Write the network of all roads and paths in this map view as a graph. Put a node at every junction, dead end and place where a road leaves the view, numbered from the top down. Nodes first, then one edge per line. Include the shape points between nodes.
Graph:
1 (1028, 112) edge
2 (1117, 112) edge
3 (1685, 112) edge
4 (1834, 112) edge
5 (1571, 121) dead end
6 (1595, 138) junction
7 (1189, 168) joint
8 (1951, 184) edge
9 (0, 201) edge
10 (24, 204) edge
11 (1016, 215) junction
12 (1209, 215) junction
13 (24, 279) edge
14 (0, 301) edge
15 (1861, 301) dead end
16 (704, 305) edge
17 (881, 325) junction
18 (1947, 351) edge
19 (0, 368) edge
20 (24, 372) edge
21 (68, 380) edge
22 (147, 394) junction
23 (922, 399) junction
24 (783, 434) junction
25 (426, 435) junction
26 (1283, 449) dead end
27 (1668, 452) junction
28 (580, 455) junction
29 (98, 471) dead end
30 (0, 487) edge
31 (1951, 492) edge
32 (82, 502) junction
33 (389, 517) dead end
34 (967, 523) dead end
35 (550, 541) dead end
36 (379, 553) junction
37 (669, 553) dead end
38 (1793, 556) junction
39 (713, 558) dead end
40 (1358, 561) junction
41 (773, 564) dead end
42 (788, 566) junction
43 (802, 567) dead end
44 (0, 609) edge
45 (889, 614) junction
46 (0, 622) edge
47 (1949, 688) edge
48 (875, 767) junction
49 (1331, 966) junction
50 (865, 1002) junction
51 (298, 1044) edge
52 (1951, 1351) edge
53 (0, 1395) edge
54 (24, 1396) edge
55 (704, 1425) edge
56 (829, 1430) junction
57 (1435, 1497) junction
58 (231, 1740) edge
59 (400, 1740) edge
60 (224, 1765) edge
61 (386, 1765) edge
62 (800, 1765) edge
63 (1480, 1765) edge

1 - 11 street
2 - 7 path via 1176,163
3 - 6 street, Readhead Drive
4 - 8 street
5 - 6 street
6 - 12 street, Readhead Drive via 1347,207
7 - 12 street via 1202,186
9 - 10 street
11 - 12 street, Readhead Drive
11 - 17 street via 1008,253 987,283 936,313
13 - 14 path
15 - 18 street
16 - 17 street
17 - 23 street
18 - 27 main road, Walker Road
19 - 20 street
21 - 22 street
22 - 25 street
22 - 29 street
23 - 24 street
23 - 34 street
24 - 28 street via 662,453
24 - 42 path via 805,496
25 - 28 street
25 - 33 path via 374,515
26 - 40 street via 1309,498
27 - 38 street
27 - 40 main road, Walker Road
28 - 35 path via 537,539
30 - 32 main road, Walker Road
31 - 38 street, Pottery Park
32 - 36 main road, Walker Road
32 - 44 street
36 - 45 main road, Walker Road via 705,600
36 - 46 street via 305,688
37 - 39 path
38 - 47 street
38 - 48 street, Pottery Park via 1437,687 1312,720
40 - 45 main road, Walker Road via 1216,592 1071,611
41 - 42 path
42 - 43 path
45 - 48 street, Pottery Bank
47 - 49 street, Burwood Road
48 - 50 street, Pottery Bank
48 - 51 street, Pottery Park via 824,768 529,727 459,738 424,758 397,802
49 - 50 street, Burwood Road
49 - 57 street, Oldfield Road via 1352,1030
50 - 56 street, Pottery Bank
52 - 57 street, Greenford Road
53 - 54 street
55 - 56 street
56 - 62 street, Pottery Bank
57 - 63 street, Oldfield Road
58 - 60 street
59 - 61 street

Try it:
Copy the records word for word.

Answer to the problem:
Write the network of all roads and paths in this map view as a graph. Put a node at every junction, dead end and place where a road leaves the view, numbered from the top down. Nodes first, then one edge per line. Include the shape points between nodes.
Graph:
1 (1028, 112) edge
2 (1117, 112) edge
3 (1685, 112) edge
4 (1834, 112) edge
5 (1571, 121) dead end
6 (1595, 138) junction
7 (1189, 168) joint
8 (1951, 184) edge
9 (0, 201) edge
10 (24, 204) edge
11 (1016, 215) junction
12 (1209, 215) junction
13 (24, 279) edge
14 (0, 301) edge
15 (1861, 301) dead end
16 (704, 305) edge
17 (881, 325) junction
18 (1947, 351) edge
19 (0, 368) edge
20 (24, 372) edge
21 (68, 380) edge
22 (147, 394) junction
23 (922, 399) junction
24 (783, 434) junction
25 (426, 435) junction
26 (1283, 449) dead end
27 (1668, 452) junction
28 (580, 455) junction
29 (98, 471) dead end
30 (0, 487) edge
31 (1951, 492) edge
32 (82, 502) junction
33 (389, 517) dead end
34 (967, 523) dead end
35 (550, 541) dead end
36 (379, 553) junction
37 (669, 553) dead end
38 (1793, 556) junction
39 (713, 558) dead end
40 (1358, 561) junction
41 (773, 564) dead end
42 (788, 566) junction
43 (802, 567) dead end
44 (0, 609) edge
45 (889, 614) junction
46 (0, 622) edge
47 (1949, 688) edge
48 (875, 767) junction
49 (1331, 966) junction
50 (865, 1002) junction
51 (298, 1044) edge
52 (1951, 1351) edge
53 (0, 1395) edge
54 (24, 1396) edge
55 (704, 1425) edge
56 (829, 1430) junction
57 (1435, 1497) junction
58 (231, 1740) edge
59 (400, 1740) edge
60 (224, 1765) edge
61 (386, 1765) edge
62 (800, 1765) edge
63 (1480, 1765) edge

1 - 11 street
2 - 7 path via 1176,163
3 - 6 street, Readhead Drive
4 - 8 street
5 - 6 street
6 - 12 street, Readhead Drive via 1347,207
7 - 12 street via 1202,186
9 - 10 street
11 - 12 street, Readhead Drive
11 - 17 street via 1008,253 987,283 936,313
13 - 14 path
15 - 18 street
16 - 17 street
17 - 23 street
18 - 27 main road, Walker Road
19 - 20 street
21 - 22 street
22 - 25 street
22 - 29 street
23 - 24 street
23 - 34 street
24 - 28 street via 662,453
24 - 42 path via 805,496
25 - 28 street
25 - 33 path via 374,515
26 - 40 street via 1309,498
27 - 38 street
27 - 40 main road, Walker Road
28 - 35 path via 537,539
30 - 32 main road, Walker Road
31 - 38 street, Pottery Park
32 - 36 main road, Walker Road
32 - 44 street
36 - 45 main road, Walker Road via 705,600
36 - 46 street via 305,688
37 - 39 path
38 - 47 street
38 - 48 street, Pottery Park via 1437,687 1312,720
40 - 45 main road, Walker Road via 1216,592 1071,611
41 - 42 path
42 - 43 path
45 - 48 street, Pottery Bank
47 - 49 street, Burwood Road
48 - 50 street, Pottery Bank
48 - 51 street, Pottery Park via 824,768 529,727 459,738 424,758 397,802
49 - 50 street, Burwood Road
49 - 57 street, Oldfield Road via 1352,1030
50 - 56 street, Pottery Bank
52 - 57 street, Greenford Road
53 - 54 street
55 - 56 street
56 - 62 street, Pottery Bank
57 - 63 street, Oldfield Road
58 - 60 street
59 - 61 street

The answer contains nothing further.